When the mechanic showed me the technical bulletin, he quoted me a price of approximately $1,000. The ECM itself is $788 plus labor and taxes.  At this point, my recollection of events is a bit blurry.  I became upset about the $1,000 price tag.  I remember getting indignant about the pricing since the problem is clearly a defective product.  I blurted something about not being able to afford this and having to call AAA to tow the car again.  My parents live nearby and I figure I could get their advice and buy some time to make a decision.  At my hesitation, the mechanic said he’ll check again. After 1 minute, he returned and said that the repair should be covered under warranty and that I can get it fixed for free at a dealership.  I’m happy he told me BUT I was thisclose to authorizing the repair. If not for my hesitation, or what I would like to call my “Just Cry” moment, I may have been on the hook for an expensive under-warranty repair! 

The car was repaired by the dealership and is now working fine.  Unfortunately, the ECM issue has happened to me before on the same car.  This is something that is supposed to be a simple one-time fix so now I have to write some letters to Toyota headquarters and document the situation in order to protect myself (and warn others).

I guess the moral of the story is that even at your weakest moments, hesitation is a powerful negotiating tool.  I guess the near-tears tactic may not work if you’re a burly male but I’m an average-looking older female so you don’t have to be a cute young woman either.  And it helps that I was not faking my distress. 

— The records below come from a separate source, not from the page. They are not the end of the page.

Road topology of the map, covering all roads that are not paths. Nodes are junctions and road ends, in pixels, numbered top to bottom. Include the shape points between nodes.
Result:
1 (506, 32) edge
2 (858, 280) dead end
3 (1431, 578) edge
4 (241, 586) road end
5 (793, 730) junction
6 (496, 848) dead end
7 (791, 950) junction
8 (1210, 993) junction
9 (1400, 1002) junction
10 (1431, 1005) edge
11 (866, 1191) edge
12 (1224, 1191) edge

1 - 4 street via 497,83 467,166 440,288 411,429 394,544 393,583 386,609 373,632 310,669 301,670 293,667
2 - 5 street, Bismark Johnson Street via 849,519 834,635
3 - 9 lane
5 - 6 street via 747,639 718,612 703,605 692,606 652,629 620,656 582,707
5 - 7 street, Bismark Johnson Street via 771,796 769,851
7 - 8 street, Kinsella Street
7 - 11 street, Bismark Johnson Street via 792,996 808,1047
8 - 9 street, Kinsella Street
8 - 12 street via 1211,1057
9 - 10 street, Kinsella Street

Negotiating Success And Failure On The Same Day

Last week, I asked my doctor for an additional discount on an upcoming surgery (not covered by insurance).  Today they agreed to the discount. We’ll save an additional $300 on top of a 20% discount. Normally I wouldn’t have asked since they already gave me a discount. However I was holding myself to my Just Ask! negotiations challenge and the upcoming surgery was an additional unforeseen cost.

On the other end of the spectrum, I failed to get a discount at my dentist.  This was my second attempt but they wouldn’t budge.  Even though money magazines and blogs often suggest bargaining on medical costs, I personally haven’t had much success! At most I’ve gotten a 5% discount.  

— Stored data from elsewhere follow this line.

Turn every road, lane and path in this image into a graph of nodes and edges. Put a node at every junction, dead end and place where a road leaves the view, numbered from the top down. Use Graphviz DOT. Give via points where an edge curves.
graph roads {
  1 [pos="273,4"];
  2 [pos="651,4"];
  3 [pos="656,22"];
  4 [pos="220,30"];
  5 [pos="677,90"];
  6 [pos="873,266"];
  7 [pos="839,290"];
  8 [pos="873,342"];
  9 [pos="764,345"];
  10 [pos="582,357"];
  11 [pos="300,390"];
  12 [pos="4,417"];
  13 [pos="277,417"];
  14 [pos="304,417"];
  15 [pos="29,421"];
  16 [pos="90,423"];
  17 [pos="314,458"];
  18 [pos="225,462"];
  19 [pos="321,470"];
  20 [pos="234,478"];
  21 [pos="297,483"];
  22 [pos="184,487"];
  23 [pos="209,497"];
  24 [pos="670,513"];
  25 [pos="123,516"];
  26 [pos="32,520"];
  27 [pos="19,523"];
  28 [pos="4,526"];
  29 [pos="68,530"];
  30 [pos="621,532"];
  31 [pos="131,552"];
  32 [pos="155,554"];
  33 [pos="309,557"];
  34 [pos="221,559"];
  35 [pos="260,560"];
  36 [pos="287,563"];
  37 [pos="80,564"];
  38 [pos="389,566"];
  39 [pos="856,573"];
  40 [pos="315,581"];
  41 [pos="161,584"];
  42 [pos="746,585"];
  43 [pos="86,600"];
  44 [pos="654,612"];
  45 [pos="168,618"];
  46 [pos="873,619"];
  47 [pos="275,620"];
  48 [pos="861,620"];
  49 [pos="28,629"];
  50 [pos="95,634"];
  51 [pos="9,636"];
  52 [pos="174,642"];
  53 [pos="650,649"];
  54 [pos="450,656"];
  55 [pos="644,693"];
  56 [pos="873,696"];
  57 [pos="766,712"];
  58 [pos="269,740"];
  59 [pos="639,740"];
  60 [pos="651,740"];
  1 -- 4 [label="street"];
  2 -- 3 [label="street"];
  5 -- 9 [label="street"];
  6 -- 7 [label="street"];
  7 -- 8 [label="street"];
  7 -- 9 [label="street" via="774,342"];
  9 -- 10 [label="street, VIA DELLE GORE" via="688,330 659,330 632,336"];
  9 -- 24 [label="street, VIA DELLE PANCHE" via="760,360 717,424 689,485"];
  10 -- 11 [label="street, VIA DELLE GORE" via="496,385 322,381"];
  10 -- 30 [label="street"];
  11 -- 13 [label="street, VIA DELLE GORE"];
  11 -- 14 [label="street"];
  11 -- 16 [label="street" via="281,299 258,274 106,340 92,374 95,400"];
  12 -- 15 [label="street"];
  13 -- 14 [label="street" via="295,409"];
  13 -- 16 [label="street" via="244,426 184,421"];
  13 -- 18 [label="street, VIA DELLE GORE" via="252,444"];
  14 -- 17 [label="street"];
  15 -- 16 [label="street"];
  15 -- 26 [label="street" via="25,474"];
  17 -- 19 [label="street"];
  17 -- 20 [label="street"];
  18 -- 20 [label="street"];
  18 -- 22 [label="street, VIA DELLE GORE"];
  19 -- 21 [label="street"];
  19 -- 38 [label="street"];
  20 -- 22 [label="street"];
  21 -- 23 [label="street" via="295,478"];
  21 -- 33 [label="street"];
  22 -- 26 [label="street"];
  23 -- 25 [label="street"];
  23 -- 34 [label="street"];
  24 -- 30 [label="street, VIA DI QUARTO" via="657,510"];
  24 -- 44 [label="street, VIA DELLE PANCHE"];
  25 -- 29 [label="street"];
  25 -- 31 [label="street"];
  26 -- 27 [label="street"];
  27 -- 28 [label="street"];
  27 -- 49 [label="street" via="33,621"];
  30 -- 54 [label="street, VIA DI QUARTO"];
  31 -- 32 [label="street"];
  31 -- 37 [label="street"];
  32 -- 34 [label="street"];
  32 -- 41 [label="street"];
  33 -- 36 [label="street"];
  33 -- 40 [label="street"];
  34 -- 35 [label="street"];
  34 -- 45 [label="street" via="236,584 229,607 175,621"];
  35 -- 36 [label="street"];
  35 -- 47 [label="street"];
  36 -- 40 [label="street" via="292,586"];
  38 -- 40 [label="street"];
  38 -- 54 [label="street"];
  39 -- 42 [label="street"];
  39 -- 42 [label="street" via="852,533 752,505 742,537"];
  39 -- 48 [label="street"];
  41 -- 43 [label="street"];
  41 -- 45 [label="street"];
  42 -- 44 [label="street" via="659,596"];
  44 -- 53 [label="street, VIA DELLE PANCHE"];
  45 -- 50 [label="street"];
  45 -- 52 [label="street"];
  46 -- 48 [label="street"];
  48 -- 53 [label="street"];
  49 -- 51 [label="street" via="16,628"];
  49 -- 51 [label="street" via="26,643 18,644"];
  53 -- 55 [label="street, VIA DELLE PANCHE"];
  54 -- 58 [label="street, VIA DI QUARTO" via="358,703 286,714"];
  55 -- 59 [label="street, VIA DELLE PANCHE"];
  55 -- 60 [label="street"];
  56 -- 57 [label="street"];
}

The difference between my doctor and the dentist is a personal relationship.  We’ve spent quite a bit of money at my doctor over the past year and he knows we’ve been a “cash cow”.  I also believe that he and his nurse do sympathize with our situation on a human level.   In contrast, I don’t really know my dentist.  I’ve been going to the same dental clinic for 6+ years but I’ve seen different dentists and the  majority of the cleaning is done by the hygenist.  When I asked for the discount, I’m talking to a receptionist or billing person who only sees me as one of hundreds of patients.

Free Money Finance had an interesting post and discussion about a reader’s personal experiences with negotiations.  The reader felt like he was less successful than others when it came to getting discounts.  Was he giving the wrong vibe? Was he too nice or too rude? I do think that how you ask makes a big difference.  I have more success if I’m nice and smile.  Sometimes I have to get tougher.  On bigger items like cars, healthcare and salary, I’ve succeeded when I’ve had research to back me up.  Oh, and show confidence at all times!

How about you? Have you noticed a pattern of success and/or  failure in your own negotiations?